Collected data entries

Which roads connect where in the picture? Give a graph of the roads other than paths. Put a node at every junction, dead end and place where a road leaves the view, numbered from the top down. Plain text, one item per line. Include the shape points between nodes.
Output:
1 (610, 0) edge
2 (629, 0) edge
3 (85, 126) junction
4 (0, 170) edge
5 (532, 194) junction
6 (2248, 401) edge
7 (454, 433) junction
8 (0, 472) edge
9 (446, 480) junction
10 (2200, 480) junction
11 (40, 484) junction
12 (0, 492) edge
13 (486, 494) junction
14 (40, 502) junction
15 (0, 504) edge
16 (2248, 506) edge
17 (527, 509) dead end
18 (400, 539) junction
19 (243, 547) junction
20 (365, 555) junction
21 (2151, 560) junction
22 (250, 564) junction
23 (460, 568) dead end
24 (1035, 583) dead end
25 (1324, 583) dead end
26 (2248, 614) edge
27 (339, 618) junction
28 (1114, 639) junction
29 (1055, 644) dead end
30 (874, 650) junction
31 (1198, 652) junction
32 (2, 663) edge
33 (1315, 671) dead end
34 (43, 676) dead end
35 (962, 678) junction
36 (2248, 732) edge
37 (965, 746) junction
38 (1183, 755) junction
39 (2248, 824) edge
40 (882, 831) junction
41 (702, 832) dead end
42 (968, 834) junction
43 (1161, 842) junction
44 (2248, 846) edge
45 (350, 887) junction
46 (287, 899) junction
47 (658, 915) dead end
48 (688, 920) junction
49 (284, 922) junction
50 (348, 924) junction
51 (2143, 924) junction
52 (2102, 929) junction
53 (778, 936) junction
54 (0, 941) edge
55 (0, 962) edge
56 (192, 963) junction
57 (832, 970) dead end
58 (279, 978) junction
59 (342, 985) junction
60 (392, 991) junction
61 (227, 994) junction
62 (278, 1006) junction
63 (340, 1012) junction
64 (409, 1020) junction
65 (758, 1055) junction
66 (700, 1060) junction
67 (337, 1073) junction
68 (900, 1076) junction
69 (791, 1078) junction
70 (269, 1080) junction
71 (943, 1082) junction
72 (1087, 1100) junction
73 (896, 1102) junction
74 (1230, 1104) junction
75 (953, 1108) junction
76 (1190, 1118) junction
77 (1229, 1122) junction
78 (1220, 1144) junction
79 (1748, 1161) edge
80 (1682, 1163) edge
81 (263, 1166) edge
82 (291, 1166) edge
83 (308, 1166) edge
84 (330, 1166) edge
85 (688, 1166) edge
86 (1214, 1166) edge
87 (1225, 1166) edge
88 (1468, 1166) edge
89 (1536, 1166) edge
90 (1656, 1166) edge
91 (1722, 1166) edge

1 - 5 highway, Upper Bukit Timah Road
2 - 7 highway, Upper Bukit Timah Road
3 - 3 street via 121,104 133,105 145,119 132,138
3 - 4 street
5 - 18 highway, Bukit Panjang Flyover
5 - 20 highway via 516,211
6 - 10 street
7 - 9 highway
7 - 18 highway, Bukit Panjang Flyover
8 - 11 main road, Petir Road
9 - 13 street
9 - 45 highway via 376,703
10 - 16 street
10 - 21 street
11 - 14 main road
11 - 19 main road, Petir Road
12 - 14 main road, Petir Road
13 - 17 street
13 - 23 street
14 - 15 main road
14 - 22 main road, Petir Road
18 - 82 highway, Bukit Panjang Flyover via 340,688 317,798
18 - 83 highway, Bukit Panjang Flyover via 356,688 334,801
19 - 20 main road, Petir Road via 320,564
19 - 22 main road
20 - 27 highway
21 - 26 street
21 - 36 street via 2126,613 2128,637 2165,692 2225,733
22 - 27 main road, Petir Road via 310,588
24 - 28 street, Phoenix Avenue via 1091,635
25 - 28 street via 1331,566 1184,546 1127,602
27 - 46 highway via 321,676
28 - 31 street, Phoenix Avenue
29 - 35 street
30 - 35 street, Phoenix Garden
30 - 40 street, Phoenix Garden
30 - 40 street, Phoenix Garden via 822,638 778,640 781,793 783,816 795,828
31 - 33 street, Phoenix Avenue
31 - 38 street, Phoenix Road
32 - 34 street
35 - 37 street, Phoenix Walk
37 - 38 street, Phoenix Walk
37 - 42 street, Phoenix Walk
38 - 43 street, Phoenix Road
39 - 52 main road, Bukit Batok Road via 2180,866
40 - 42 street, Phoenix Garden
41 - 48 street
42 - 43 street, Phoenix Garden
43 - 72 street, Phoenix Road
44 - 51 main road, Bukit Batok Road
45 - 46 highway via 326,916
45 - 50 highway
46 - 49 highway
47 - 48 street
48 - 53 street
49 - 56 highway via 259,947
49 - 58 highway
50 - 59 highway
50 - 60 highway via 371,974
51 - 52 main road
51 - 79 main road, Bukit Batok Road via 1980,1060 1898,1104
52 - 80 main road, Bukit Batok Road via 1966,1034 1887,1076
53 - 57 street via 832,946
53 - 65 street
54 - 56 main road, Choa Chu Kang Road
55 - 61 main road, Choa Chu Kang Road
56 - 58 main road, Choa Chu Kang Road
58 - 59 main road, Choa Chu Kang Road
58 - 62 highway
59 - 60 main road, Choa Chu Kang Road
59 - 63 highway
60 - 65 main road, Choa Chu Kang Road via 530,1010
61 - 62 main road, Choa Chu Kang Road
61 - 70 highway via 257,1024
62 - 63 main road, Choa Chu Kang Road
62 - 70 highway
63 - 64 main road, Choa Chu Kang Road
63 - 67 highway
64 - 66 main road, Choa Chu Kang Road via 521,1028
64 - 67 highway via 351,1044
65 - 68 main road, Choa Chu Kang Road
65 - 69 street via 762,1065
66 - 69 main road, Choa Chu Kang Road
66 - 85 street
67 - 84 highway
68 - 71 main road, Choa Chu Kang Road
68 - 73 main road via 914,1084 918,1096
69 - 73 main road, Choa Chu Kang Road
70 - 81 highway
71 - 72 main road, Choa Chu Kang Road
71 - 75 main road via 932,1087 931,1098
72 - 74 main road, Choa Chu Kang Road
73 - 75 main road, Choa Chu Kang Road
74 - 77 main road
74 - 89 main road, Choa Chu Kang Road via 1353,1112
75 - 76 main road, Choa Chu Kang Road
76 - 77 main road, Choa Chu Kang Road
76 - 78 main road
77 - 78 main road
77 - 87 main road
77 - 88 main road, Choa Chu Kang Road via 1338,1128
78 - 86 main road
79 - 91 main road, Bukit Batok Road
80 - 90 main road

* _WHAT IS NEEDED_
From the data above, output every line exactly.

* _YOUR RESPONSE_
Which roads connect where in the picture? Give a graph of the roads other than paths. Put a node at every junction, dead end and place where a road leaves the view, numbered from the top down. Plain text, one item per line. Include the shape points between nodes.
Output:
1 (610, 0) edge
2 (629, 0) edge
3 (85, 126) junction
4 (0, 170) edge
5 (532, 194) junction
6 (2248, 401) edge
7 (454, 433) junction
8 (0, 472) edge
9 (446, 480) junction
10 (2200, 480) junction
11 (40, 484) junction
12 (0, 492) edge
13 (486, 494) junction
14 (40, 502) junction
15 (0, 504) edge
16 (2248, 506) edge
17 (527, 509) dead end
18 (400, 539) junction
19 (243, 547) junction
20 (365, 555) junction
21 (2151, 560) junction
22 (250, 564) junction
23 (460, 568) dead end
24 (1035, 583) dead end
25 (1324, 583) dead end
26 (2248, 614) edge
27 (339, 618) junction
28 (1114, 639) junction
29 (1055, 644) dead end
30 (874, 650) junction
31 (1198, 652) junction
32 (2, 663) edge
33 (1315, 671) dead end
34 (43, 676) dead end
35 (962, 678) junction
36 (2248, 732) edge
37 (965, 746) junction
38 (1183, 755) junction
39 (2248, 824) edge
40 (882, 831) junction
41 (702, 832) dead end
42 (968, 834) junction
43 (1161, 842) junction
44 (2248, 846) edge
45 (350, 887) junction
46 (287, 899) junction
47 (658, 915) dead end
48 (688, 920) junction
49 (284, 922) junction
50 (348, 924) junction
51 (2143, 924) junction
52 (2102, 929) junction
53 (778, 936) junction
54 (0, 941) edge
55 (0, 962) edge
56 (192, 963) junction
57 (832, 970) dead end
58 (279, 978) junction
59 (342, 985) junction
60 (392, 991) junction
61 (227, 994) junction
62 (278, 1006) junction
63 (340, 1012) junction
64 (409, 1020) junction
65 (758, 1055) junction
66 (700, 1060) junction
67 (337, 1073) junction
68 (900, 1076) junction
69 (791, 1078) junction
70 (269, 1080) junction
71 (943, 1082) junction
72 (1087, 1100) junction
73 (896, 1102) junction
74 (1230, 1104) junction
75 (953, 1108) junction
76 (1190, 1118) junction
77 (1229, 1122) junction
78 (1220, 1144) junction
79 (1748, 1161) edge
80 (1682, 1163) edge
81 (263, 1166) edge
82 (291, 1166) edge
83 (308, 1166) edge
84 (330, 1166) edge
85 (688, 1166) edge
86 (1214, 1166) edge
87 (1225, 1166) edge
88 (1468, 1166) edge
89 (1536, 1166) edge
90 (1656, 1166) edge
91 (1722, 1166) edge

1 - 5 highway, Upper Bukit Timah Road
2 - 7 highway, Upper Bukit Timah Road
3 - 3 street via 121,104 133,105 145,119 132,138
3 - 4 street
5 - 18 highway, Bukit Panjang Flyover
5 - 20 highway via 516,211
6 - 10 street
7 - 9 highway
7 - 18 highway, Bukit Panjang Flyover
8 - 11 main road, Petir Road
9 - 13 street
9 - 45 highway via 376,703
10 - 16 street
10 - 21 street
11 - 14 main road
11 - 19 main road, Petir Road
12 - 14 main road, Petir Road
13 - 17 street
13 - 23 street
14 - 15 main road
14 - 22 main road, Petir Road
18 - 82 highway, Bukit Panjang Flyover via 340,688 317,798
18 - 83 highway, Bukit Panjang Flyover via 356,688 334,801
19 - 20 main road, Petir Road via 320,564
19 - 22 main road
20 - 27 highway
21 - 26 street
21 - 36 street via 2126,613 2128,637 2165,692 2225,733
22 - 27 main road, Petir Road via 310,588
24 - 28 street, Phoenix Avenue via 1091,635
25 - 28 street via 1331,566 1184,546 1127,602
27 - 46 highway via 321,676
28 - 31 street, Phoenix Avenue
29 - 35 street
30 - 35 street, Phoenix Garden
30 - 40 street, Phoenix Garden
30 - 40 street, Phoenix Garden via 822,638 778,640 781,793 783,816 795,828
31 - 33 street, Phoenix Avenue
31 - 38 street, Phoenix Road
32 - 34 street
35 - 37 street, Phoenix Walk
37 - 38 street, Phoenix Walk
37 - 42 street, Phoenix Walk
38 - 43 street, Phoenix Road
39 - 52 main road, Bukit Batok Road via 2180,866
40 - 42 street, Phoenix Garden
41 - 48 street
42 - 43 street, Phoenix Garden
43 - 72 street, Phoenix Road
44 - 51 main road, Bukit Batok Road
45 - 46 highway via 326,916
45 - 50 highway
46 - 49 highway
47 - 48 street
48 - 53 street
49 - 56 highway via 259,947
49 - 58 highway
50 - 59 highway
50 - 60 highway via 371,974
51 - 52 main road
51 - 79 main road, Bukit Batok Road via 1980,1060 1898,1104
52 - 80 main road, Bukit Batok Road via 1966,1034 1887,1076
53 - 57 street via 832,946
53 - 65 street
54 - 56 main road, Choa Chu Kang Road
55 - 61 main road, Choa Chu Kang Road
56 - 58 main road, Choa Chu Kang Road
58 - 59 main road, Choa Chu Kang Road
58 - 62 highway
59 - 60 main road, Choa Chu Kang Road
59 - 63 highway
60 - 65 main road, Choa Chu Kang Road via 530,1010
61 - 62 main road, Choa Chu Kang Road
61 - 70 highway via 257,1024
62 - 63 main road, Choa Chu Kang Road
62 - 70 highway
63 - 64 main road, Choa Chu Kang Road
63 - 67 highway
64 - 66 main road, Choa Chu Kang Road via 521,1028
64 - 67 highway via 351,1044
65 - 68 main road, Choa Chu Kang Road
65 - 69 street via 762,1065
66 - 69 main road, Choa Chu Kang Road
66 - 85 street
67 - 84 highway
68 - 71 main road, Choa Chu Kang Road
68 - 73 main road via 914,1084 918,1096
69 - 73 main road, Choa Chu Kang Road
70 - 81 highway
71 - 72 main road, Choa Chu Kang Road
71 - 75 main road via 932,1087 931,1098
72 - 74 main road, Choa Chu Kang Road
73 - 75 main road, Choa Chu Kang Road
74 - 77 main road
74 - 89 main road, Choa Chu Kang Road via 1353,1112
75 - 76 main road, Choa Chu Kang Road
76 - 77 main road, Choa Chu Kang Road
76 - 78 main road
77 - 78 main road
77 - 87 main road
77 - 88 main road, Choa Chu Kang Road via 1338,1128
78 - 86 main road
79 - 91 main road, Bukit Batok Road
80 - 90 main road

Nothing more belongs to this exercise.